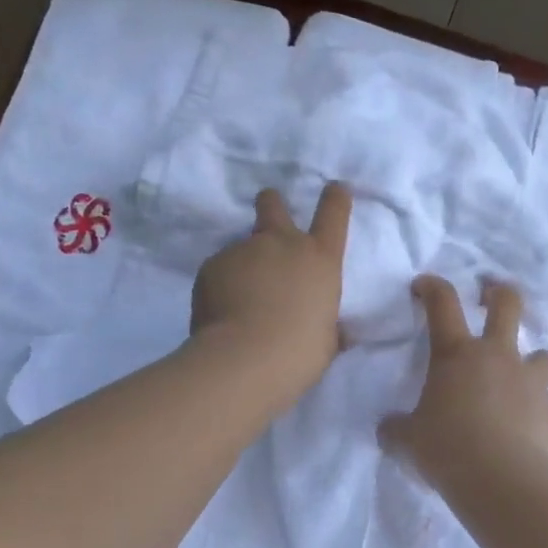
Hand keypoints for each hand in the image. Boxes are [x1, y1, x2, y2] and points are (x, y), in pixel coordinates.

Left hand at [190, 182, 352, 400]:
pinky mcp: (212, 265)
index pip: (333, 213)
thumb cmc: (298, 353)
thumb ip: (327, 326)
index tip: (334, 188)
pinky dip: (220, 286)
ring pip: (242, 247)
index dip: (335, 198)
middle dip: (270, 203)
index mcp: (320, 259)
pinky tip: (221, 312)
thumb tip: (335, 331)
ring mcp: (243, 250)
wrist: (245, 359)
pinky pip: (219, 271)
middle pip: (273, 205)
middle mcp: (282, 243)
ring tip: (239, 301)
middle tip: (267, 209)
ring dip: (243, 265)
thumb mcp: (326, 342)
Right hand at [379, 276, 547, 484]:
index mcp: (456, 354)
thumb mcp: (408, 439)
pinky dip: (536, 408)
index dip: (432, 287)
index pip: (442, 303)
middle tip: (492, 297)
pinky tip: (525, 429)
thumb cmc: (446, 448)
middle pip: (508, 305)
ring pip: (542, 354)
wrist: (503, 480)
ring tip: (520, 379)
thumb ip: (397, 428)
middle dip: (500, 294)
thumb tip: (388, 429)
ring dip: (531, 361)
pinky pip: (546, 401)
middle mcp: (497, 357)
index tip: (423, 286)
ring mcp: (530, 381)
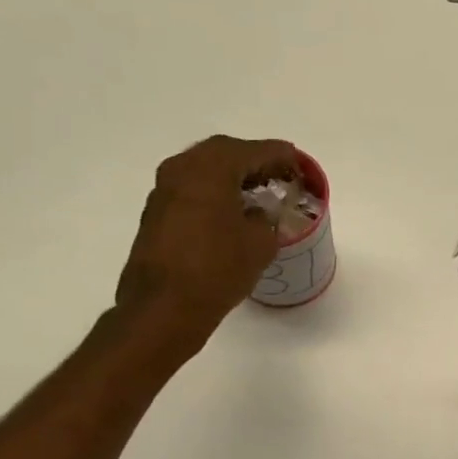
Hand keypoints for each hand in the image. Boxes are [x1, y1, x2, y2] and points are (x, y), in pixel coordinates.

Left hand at [114, 135, 300, 351]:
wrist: (163, 307)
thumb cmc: (217, 269)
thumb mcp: (260, 243)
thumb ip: (266, 219)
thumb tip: (257, 214)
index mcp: (212, 167)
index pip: (256, 151)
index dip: (283, 157)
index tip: (301, 166)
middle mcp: (183, 168)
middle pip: (226, 153)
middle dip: (255, 162)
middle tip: (280, 178)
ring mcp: (164, 190)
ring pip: (206, 171)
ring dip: (233, 177)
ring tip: (259, 195)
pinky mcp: (156, 213)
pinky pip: (192, 190)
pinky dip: (215, 193)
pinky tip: (232, 213)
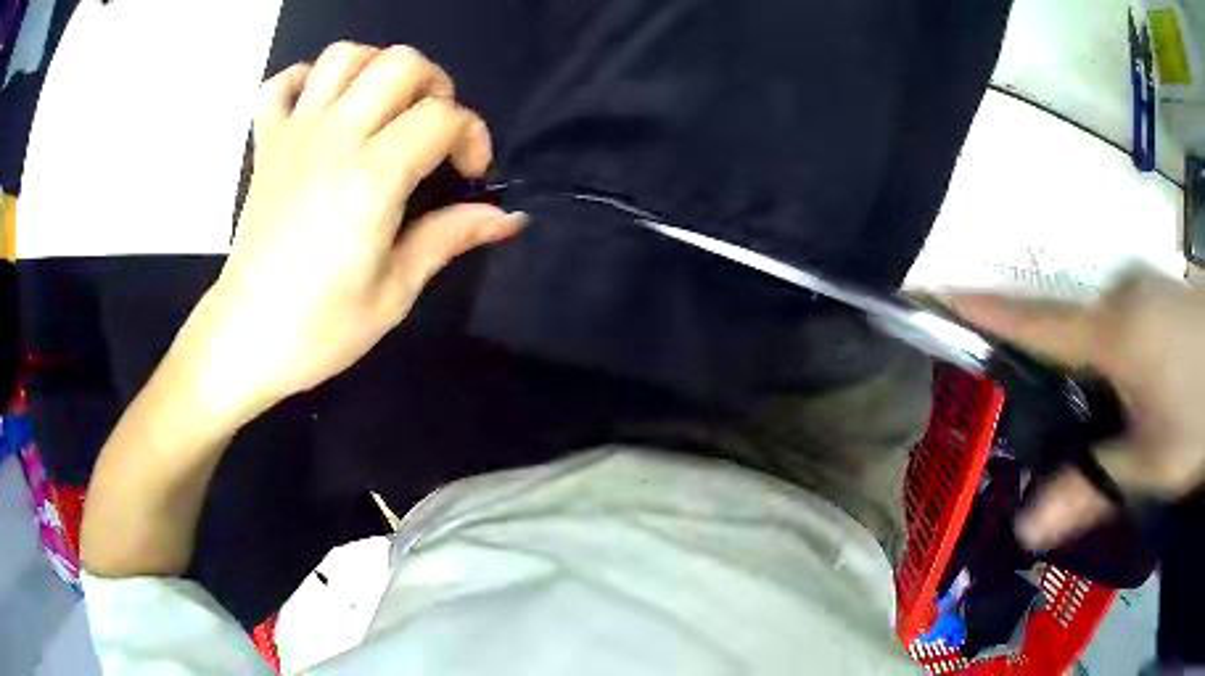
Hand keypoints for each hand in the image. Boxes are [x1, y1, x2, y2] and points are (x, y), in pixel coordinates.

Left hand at [178, 43, 524, 421]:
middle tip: (433, 132)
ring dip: (376, 70)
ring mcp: (294, 134)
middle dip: (434, 87)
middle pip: (400, 63)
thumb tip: (507, 217)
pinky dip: (307, 81)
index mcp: (372, 177)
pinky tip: (323, 109)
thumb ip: (450, 237)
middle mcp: (334, 138)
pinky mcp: (266, 144)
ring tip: (384, 109)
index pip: (442, 117)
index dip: (473, 136)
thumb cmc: (320, 327)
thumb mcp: (395, 292)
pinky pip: (283, 83)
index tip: (471, 175)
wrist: (245, 338)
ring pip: (344, 56)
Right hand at [953, 271, 1204, 550]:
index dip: (986, 310)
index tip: (936, 293)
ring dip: (1092, 373)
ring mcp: (1142, 286)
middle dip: (1056, 376)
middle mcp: (1120, 295)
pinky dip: (1115, 359)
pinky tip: (1133, 394)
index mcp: (1114, 331)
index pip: (1036, 321)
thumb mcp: (1151, 467)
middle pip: (1069, 333)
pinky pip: (1121, 322)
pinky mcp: (1158, 290)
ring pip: (1098, 330)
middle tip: (1053, 426)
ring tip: (1105, 422)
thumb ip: (1091, 488)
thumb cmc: (1197, 416)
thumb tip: (1026, 530)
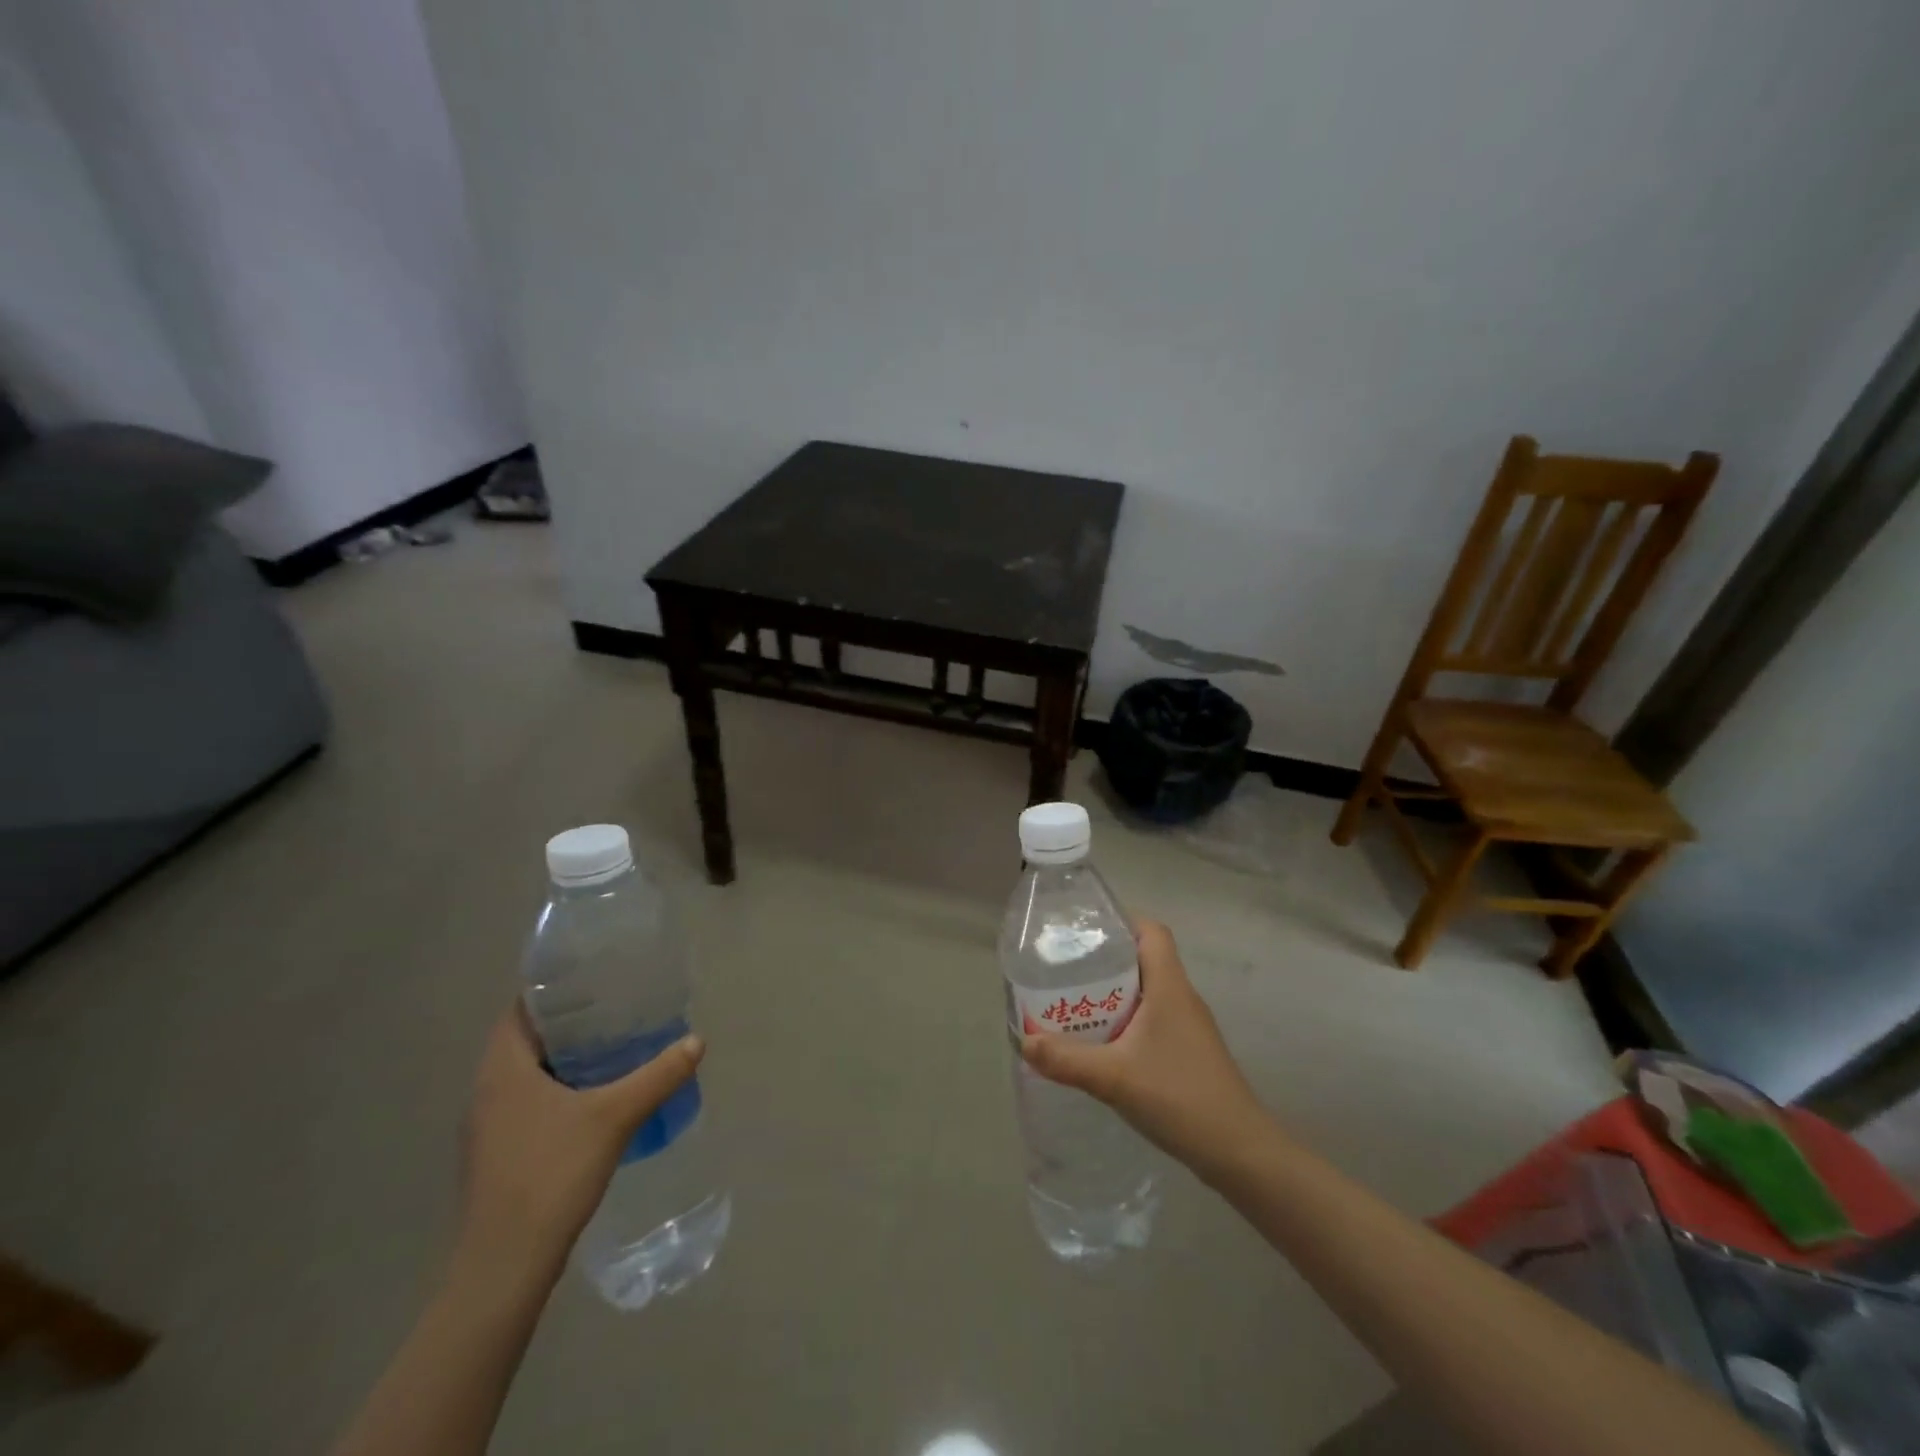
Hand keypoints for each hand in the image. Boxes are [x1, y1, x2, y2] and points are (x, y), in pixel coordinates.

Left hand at [458, 1003, 704, 1272]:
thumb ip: (658, 1075)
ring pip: (526, 1076)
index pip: (519, 1010)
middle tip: (615, 1010)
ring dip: (563, 1059)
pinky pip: (527, 1105)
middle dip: (568, 1023)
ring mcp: (487, 1129)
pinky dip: (557, 1091)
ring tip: (612, 1048)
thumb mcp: (615, 1117)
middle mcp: (485, 1093)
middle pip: (525, 1040)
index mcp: (502, 1071)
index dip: (553, 990)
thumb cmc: (550, 1175)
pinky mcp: (496, 1157)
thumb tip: (697, 1041)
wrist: (504, 1267)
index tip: (594, 980)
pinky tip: (593, 1101)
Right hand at [1021, 920, 1271, 1181]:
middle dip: (1106, 959)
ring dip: (1115, 993)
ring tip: (1076, 1003)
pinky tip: (1103, 1044)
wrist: (1239, 1152)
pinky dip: (1127, 1021)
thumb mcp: (1114, 1077)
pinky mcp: (1189, 1052)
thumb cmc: (1180, 1097)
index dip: (1122, 922)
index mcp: (1170, 986)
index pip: (1152, 931)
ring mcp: (1189, 1026)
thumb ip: (1066, 1059)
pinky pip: (1153, 1019)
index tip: (1086, 931)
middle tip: (1067, 969)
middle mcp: (1182, 997)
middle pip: (1145, 958)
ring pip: (1148, 991)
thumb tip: (1024, 1041)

::::

--- How to complete this task ---
Only the text of the entries above is to be given again, exactly, with the pictures left out.

--- Task response ---
Hand keypoints for each hand in the image. Boxes are [x1, y1, x2, y2] and points are (x, y), in pixel coordinates.

Left hand at [190, 182, 352, 400]:
pinky mcp: (212, 265)
index pip: (333, 213)
thumb cmc: (298, 353)
thumb ip: (327, 326)
index tip: (334, 188)
pinky dip: (220, 286)
ring pip: (242, 247)
index dip: (335, 198)
middle dip: (270, 203)
index mcp: (320, 259)
pinky tip: (221, 312)
thumb tip: (335, 331)
ring mcp: (243, 250)
wrist: (245, 359)
pinky pip: (219, 271)
middle pip: (273, 205)
middle mcp: (282, 243)
ring tip: (239, 301)
middle tip: (267, 209)
ring dip: (243, 265)
thumb mcp: (326, 342)
Right hand at [379, 276, 547, 484]:
index mcp: (456, 354)
thumb mcp: (408, 439)
pinky dip: (536, 408)
index dip: (432, 287)
index pip: (442, 303)
middle tip: (492, 297)
pinky tip: (525, 429)
thumb cmc: (446, 448)
middle pip: (508, 305)
ring pip: (542, 354)
wrist: (503, 480)
ring tip: (520, 379)
thumb ip: (397, 428)
middle dip: (500, 294)
thumb tip: (388, 429)
ring dip: (531, 361)
pinky pip: (546, 401)
middle mcp: (497, 357)
index tip: (423, 286)
ring mcp: (530, 381)
Hand keypoints for each hand in the image. Boxes are [x1, y1, x2, y2] and points are (x, y), in pixel coordinates.

Left hand at [114, 135, 300, 351]:
wrist: (163, 307)
thumb cmc: (217, 269)
thumb mcp: (260, 243)
thumb ip: (266, 219)
thumb tip: (257, 214)
index mcp: (212, 167)
index pip: (256, 151)
index dip: (283, 157)
index tip: (301, 166)
middle mcp: (183, 168)
middle pip: (226, 153)
middle dip: (255, 162)
middle tip: (280, 178)
ring mcp: (164, 190)
ring pip: (206, 171)
ring dip: (233, 177)
ring tip: (259, 195)
pinky mcp: (156, 213)
pinky pip: (192, 190)
pinky dip: (215, 193)
pinky tip: (232, 213)
Hand keypoints for each hand in the image. Boxes are [x1, y1, x2, y2] and points are (x, y), in pixel coordinates.

Left hand at [178, 43, 524, 421]:
middle tip: (433, 132)
ring dip: (376, 70)
ring mcp: (294, 134)
middle dip: (434, 87)
middle pip: (400, 63)
thumb tip: (507, 217)
pinky dip: (307, 81)
index mcp: (372, 177)
pinky tip: (323, 109)
thumb ip: (450, 237)
middle mcp: (334, 138)
pinky mcp: (266, 144)
ring tip: (384, 109)
index pip: (442, 117)
index dip: (473, 136)
thumb cmc: (320, 327)
thumb mcp: (395, 292)
pinky pip: (283, 83)
index tip: (471, 175)
wrist: (245, 338)
ring pip: (344, 56)
Right hand at [953, 271, 1204, 550]:
index dip: (986, 310)
index tip: (936, 293)
ring dip: (1092, 373)
ring mcp: (1142, 286)
middle dip: (1056, 376)
middle mcp: (1120, 295)
pinky dip: (1115, 359)
pinky tip: (1133, 394)
index mcp: (1114, 331)
index pip: (1036, 321)
thumb mcp: (1151, 467)
middle pip: (1069, 333)
pinky pip: (1121, 322)
pinky mcp: (1158, 290)
ring pip: (1098, 330)
middle tip: (1053, 426)
ring tip: (1105, 422)
thumb ip: (1091, 488)
thumb cmc: (1197, 416)
thumb tip: (1026, 530)
Hand keypoints for each hand in the image. Boxes are [x1, y1, x2, y2] and points are (x, y), in pixel coordinates.

Left hand at [458, 1003, 704, 1272]:
thumb ip: (658, 1075)
ring pip: (526, 1076)
index pip: (519, 1010)
middle tip: (615, 1010)
ring dip: (563, 1059)
pinky pip: (527, 1105)
middle dip: (568, 1023)
ring mcp: (487, 1129)
pinky dip: (557, 1091)
ring tip: (612, 1048)
thumb mcp: (615, 1117)
middle mcp: (485, 1093)
middle pip: (525, 1040)
index mcp: (502, 1071)
index dip: (553, 990)
thumb cmc: (550, 1175)
pinky mcp: (496, 1157)
thumb tip: (697, 1041)
wrist: (504, 1267)
index tip: (594, 980)
pinky tip: (593, 1101)
Right hand at [1021, 920, 1271, 1181]:
middle dip: (1106, 959)
ring dip: (1115, 993)
ring tip: (1076, 1003)
pinky tip: (1103, 1044)
wrist: (1239, 1152)
pinky dip: (1127, 1021)
thumb mcp: (1114, 1077)
pinky mcp: (1189, 1052)
thumb cmc: (1180, 1097)
index dip: (1122, 922)
index mcp: (1170, 986)
index pip: (1152, 931)
ring mcp: (1189, 1026)
thumb ip: (1066, 1059)
pinky pip: (1153, 1019)
index tip: (1086, 931)
middle tip: (1067, 969)
middle mcp: (1182, 997)
middle pip: (1145, 958)
ring pip: (1148, 991)
thumb tip: (1024, 1041)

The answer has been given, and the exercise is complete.